I would be so grateful for any help.

 

[gmax137]

Yes, Bernoulli is the way, at least for a simple estimate of the flow rate. More specifically, look up Torricelli's Law to get started.

As to velocity, if you can measure the area of the hole, you can then relate flow rate to velocity. If it is a nice round hole, measure the diameter and calculate the area.

 

[HystereeSis]

Yes, Bernoulli is the way, at least for a simple estimate of the flow rate. More specifically, look up Torricelli's Law to get started.

As to velocity, if you can measure the area of the hole, you can then relate flow rate to velocity.

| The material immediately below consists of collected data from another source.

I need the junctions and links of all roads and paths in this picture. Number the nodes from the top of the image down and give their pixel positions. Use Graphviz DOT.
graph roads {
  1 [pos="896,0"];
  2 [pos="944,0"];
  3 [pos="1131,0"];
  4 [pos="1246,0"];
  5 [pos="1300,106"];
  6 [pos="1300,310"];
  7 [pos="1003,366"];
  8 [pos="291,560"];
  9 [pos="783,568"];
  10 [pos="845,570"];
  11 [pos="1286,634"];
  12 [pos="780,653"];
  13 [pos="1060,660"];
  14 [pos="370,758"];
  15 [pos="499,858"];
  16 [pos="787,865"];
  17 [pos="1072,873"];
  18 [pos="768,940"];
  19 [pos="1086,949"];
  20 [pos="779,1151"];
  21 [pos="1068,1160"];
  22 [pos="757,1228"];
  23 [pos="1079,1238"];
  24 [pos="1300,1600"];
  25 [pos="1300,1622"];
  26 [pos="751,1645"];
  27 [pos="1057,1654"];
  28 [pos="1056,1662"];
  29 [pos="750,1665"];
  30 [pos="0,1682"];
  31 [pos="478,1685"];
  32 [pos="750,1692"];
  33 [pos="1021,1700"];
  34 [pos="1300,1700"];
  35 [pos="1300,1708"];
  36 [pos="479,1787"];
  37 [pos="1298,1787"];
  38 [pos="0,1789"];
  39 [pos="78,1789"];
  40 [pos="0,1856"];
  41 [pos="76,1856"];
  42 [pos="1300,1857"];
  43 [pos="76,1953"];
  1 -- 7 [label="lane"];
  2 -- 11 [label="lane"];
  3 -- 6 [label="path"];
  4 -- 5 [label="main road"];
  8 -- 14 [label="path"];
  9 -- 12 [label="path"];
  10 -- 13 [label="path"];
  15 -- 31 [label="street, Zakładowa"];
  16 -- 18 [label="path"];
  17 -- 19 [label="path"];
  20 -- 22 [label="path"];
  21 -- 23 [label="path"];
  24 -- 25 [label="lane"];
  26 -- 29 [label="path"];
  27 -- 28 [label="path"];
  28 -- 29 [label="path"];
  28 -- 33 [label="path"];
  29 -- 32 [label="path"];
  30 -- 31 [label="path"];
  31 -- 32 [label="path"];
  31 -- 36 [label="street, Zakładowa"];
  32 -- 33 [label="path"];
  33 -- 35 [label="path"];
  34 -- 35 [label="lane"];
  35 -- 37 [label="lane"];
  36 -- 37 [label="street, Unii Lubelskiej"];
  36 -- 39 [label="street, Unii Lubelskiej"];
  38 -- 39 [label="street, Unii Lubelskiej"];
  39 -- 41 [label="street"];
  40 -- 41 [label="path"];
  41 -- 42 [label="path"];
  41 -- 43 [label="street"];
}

If it is a nice round hole, measure the diameter and calculate the area.

Torricelli's Law: discharge velocity = √(2gh)
I'm supremely confused as to how this relates to Bernoulli, unfortunately :/
Bernoulli's equation: P + 1/2 rho v^2 + rho g h = constant
I read somewhere that P is static pressure and rho g h is hydrostatic pressure.
In my calculations (x axis of graph), I used rho g h - i.e. density of water at room temp, g, height of water in the vertical measuring cylinder. Is this sound?
I just have no clue how to use / rearrange Bernoulli's equation to show pressure as directly proportional to flow rate.

 

[gmax137]

Read the wiki page on torricelli. It seems pretty good.

The idea with Bernoulli is, you have P + 1/2 rho v^2 + rho g h = constant. So it has the same value at the top surface (in your measuring cylinder) and at the exit of the hole. So if you call the top surface "1" and the hole "2" you can write an equation

$$P_1 + {1/2}~ \rho ~ {v_1}^2 + \rho ~g ~h_1 = P_2 + {1/2}~ \rho ~{v_2}^2 + \rho ~ g ~ h_2$$

then solve for v2. The Wiki page shows how it is done.

EDIT: Latex fixes

 

[HystereeSis]

Read the wiki page on torricelli. It seems pretty good.

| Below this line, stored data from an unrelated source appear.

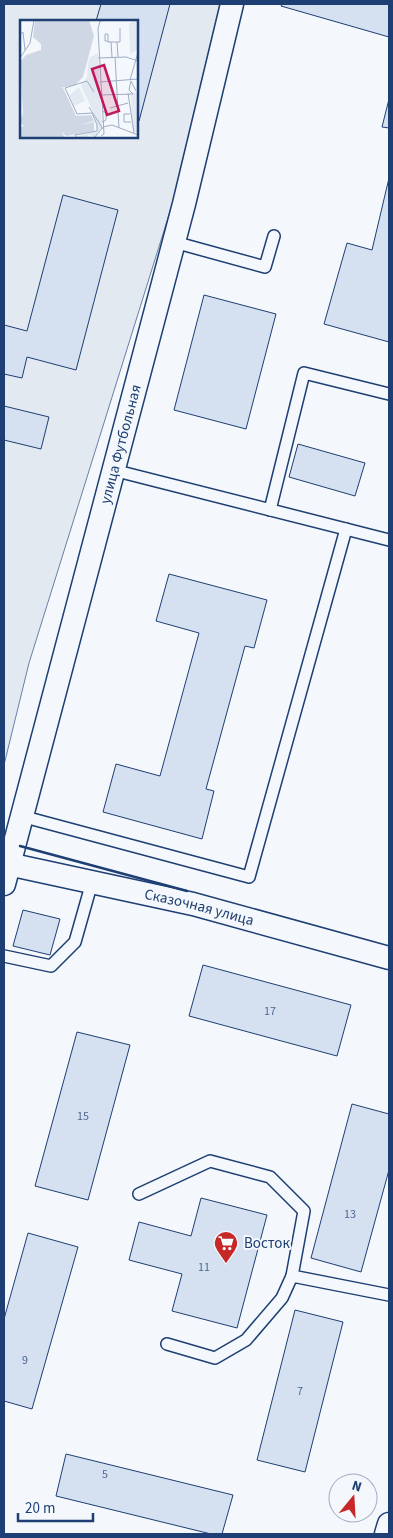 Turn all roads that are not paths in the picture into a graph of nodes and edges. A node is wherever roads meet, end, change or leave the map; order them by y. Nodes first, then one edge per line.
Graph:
1 (232, 4) edge
2 (274, 236) dead end
3 (174, 242) junction
4 (389, 394) edge
5 (113, 470) junction
6 (270, 510) junction
7 (346, 529) junction
8 (389, 540) edge
9 (21, 816) junction
10 (6, 874) edge
11 (92, 882) junction
12 (4, 956) edge
13 (389, 958) edge
14 (139, 1194) dead end
15 (292, 1276) junction
16 (389, 1295) edge
17 (166, 1344) dead end
18 (389, 1524) edge
19 (386, 1534) edge

1 - 3 street, улица Футбольная
2 - 3 lane
3 - 5 street, улица Футбольная
4 - 6 lane
5 - 6 lane
5 - 9 street, улица Футбольная
6 - 7 lane
7 - 8 lane
7 - 9 lane
9 - 10 street, улица Футбольная
10 - 11 street, Сказочная улица
11 - 12 lane
11 - 13 street, Сказочная улица
14 - 15 lane
15 - 16 lane
15 - 17 lane
18 - 19 street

The idea with Bernoulli is, you have P + 1/2 rho v^2 + rho g h = constant. So it has the same value at the top surface (in your measuring cylinder) and at the exit of the hole. So if you call the top surface "1" and the hole "2" you can write an equation

$$P_1 + {1/2}~ \rho ~ {v_1}^2 + \rho ~g ~h_1 = P_2 + {1/2}~ \rho ~{v_2}^2 + \rho ~ g ~ h_2$$

then solve for v2. The Wiki page shows how it is done.

EDIT: Latex fixes

Would you mind replying with the link to said web page?

 

[gmax137]

Sure:
https://en.wikipedia.org/wiki/Torricelli's_law

Hope that helps!

 

[gmax137]

Also note, it does not show pressure proportional to flow rate. There's a square root in there, you should get

$flow~rate~ \sim ~ \sqrt h$

 

[Blanchdog]

Alright so you have taken steps to maintain constant pressure and thus constant flow rate at each height of water. If I understand your question correctly, you're looking for a linear relationship between pressure and flow rate. Assuming a nice minimally turbulent flow, this should imply a similar relationship to exit velocity. Let's use Bernoulli's equation and see if it turns out to be a linear relationship.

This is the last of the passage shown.